Chain bending of polyynes investigated with Raman and IR spectroscopies

Polyynes are molecular systems characterized by π‐conjugated chains of carbon atoms in sp hybridization state. Unlike sp2 π‐conjugated systems, polyynes are formed by carbon chains with alternating single and triple bonds with no hydrogen bonded to the conjugated carbons [1]. Under this regard, polyynes constitute a truly one-dimensional system, being essentially atomic wires made of carbon.
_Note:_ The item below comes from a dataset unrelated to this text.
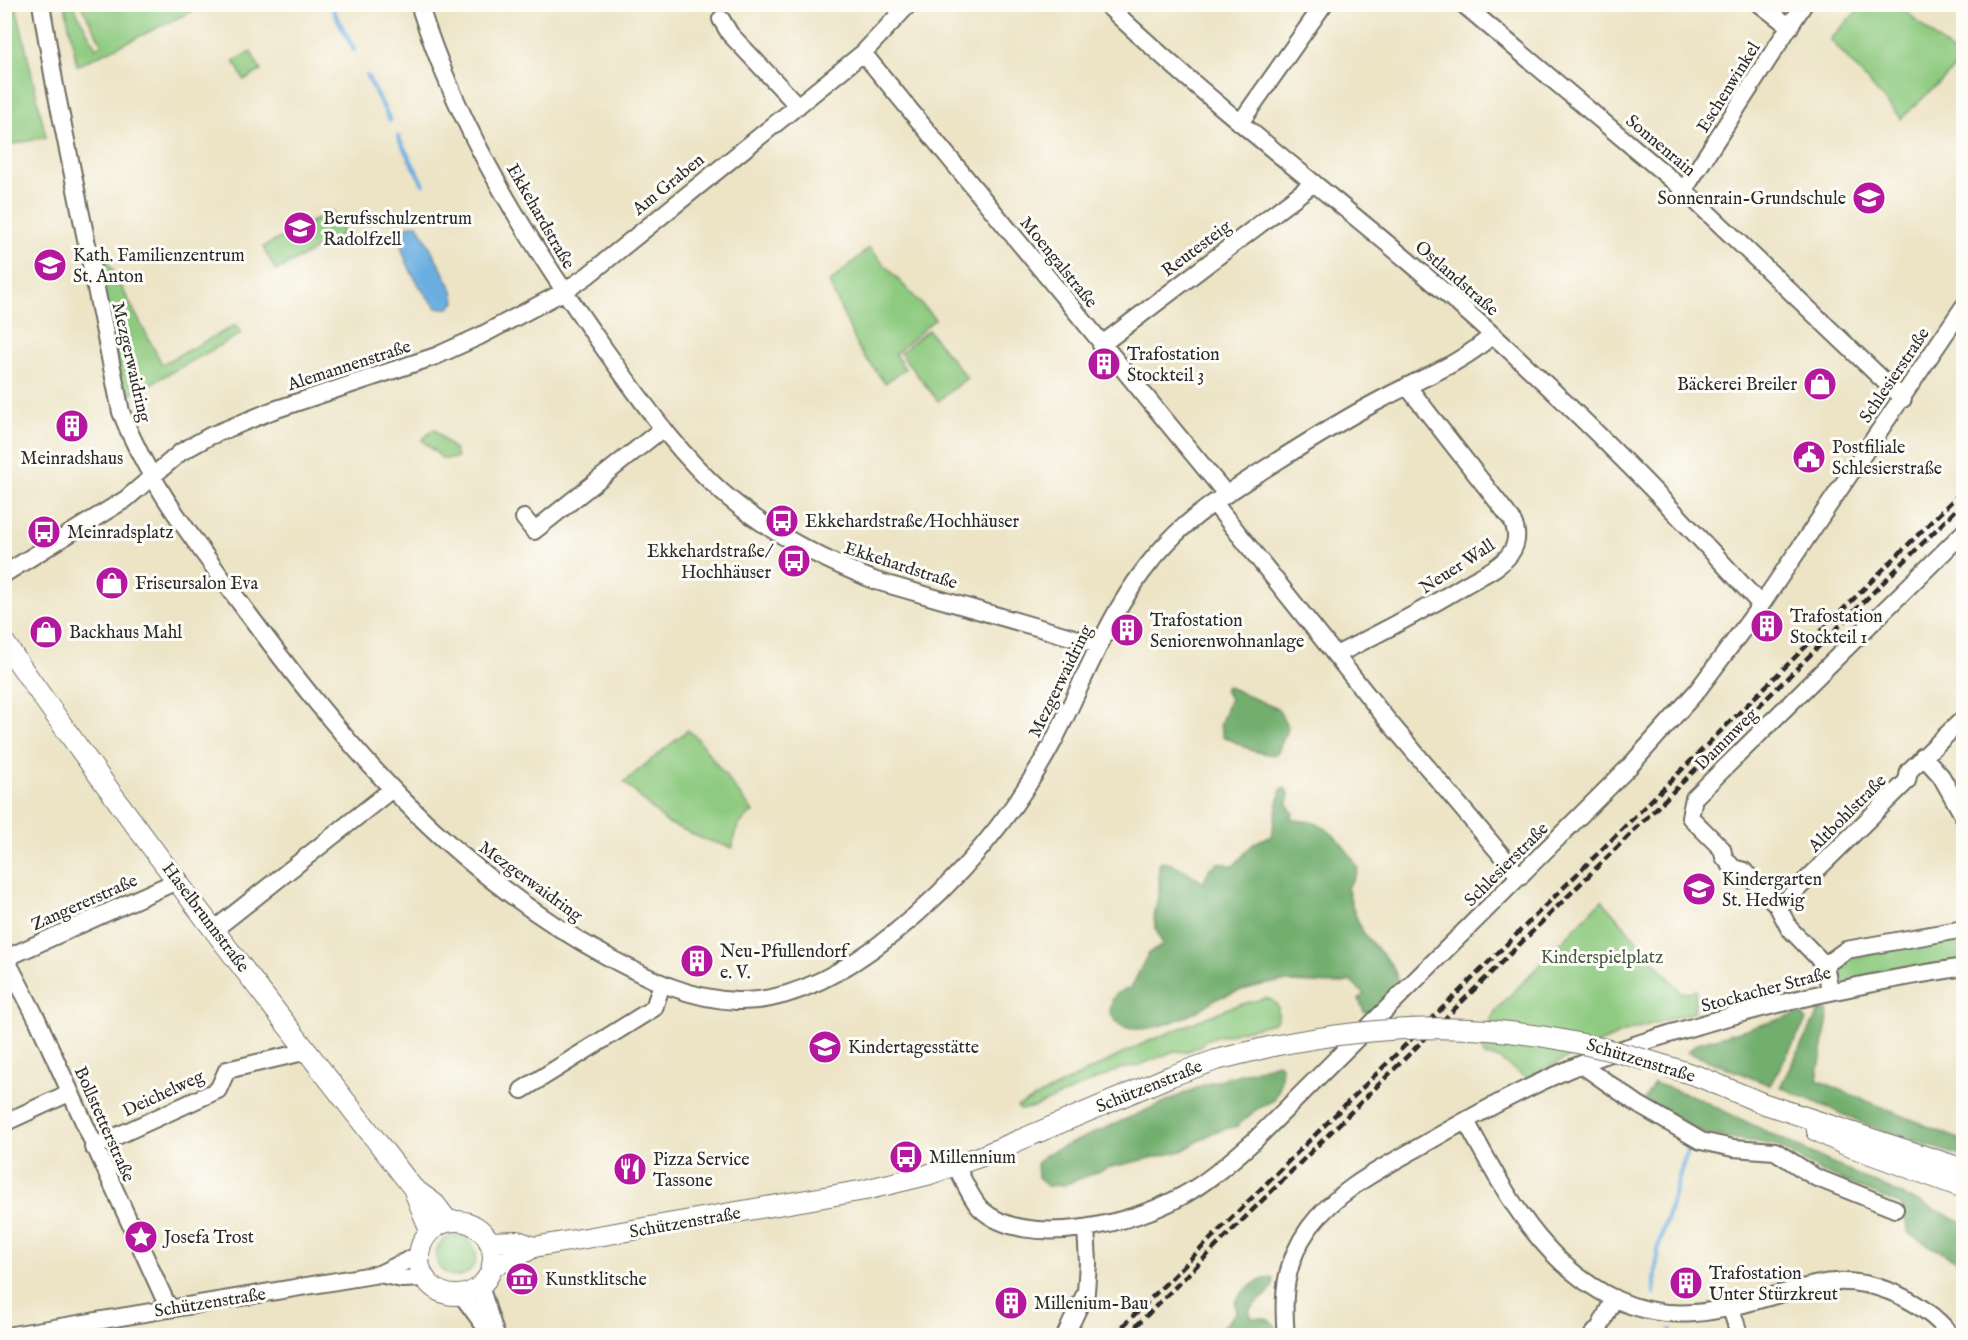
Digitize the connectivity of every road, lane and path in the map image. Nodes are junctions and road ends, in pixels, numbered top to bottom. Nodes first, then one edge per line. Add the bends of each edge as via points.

Among sp2 π-conjugated carbon systems, graphene is usually considered a flat planar system, but studies have proven that its peculiar out‐of‐plane dynamics is responsible for the negative in‐plane thermal expansion coefficient of graphite [2]. Similarly, while polyynes could be naively considered to be essentially linear systems, a recent spectroscopic study has shown the presence of an out‐of‐line bending effect as the polyyne chain length is increased [3]. In this contribution, IR and Raman spectroscopy are used to examine the vibrational characteristics of a series of three macrocyclic tetraynes [4] in comparison to an acyclic analog. By changing the length of the alkyl tether of the macrocycles, varying degrees of bending of the tetrayne moiety can be achieved. The joint use of IR and Raman spectroscopy provides a quantitative probe of the bending of the sp‐chain. The spectroscopic data show a general trend toward increasing activation of Raman bands in the IR spectra, and vice versa, as bending of the polyyne chain is increased. It will be also shown how Density Functional Theory calculations can offer a detailed rationalization of the experimental observations.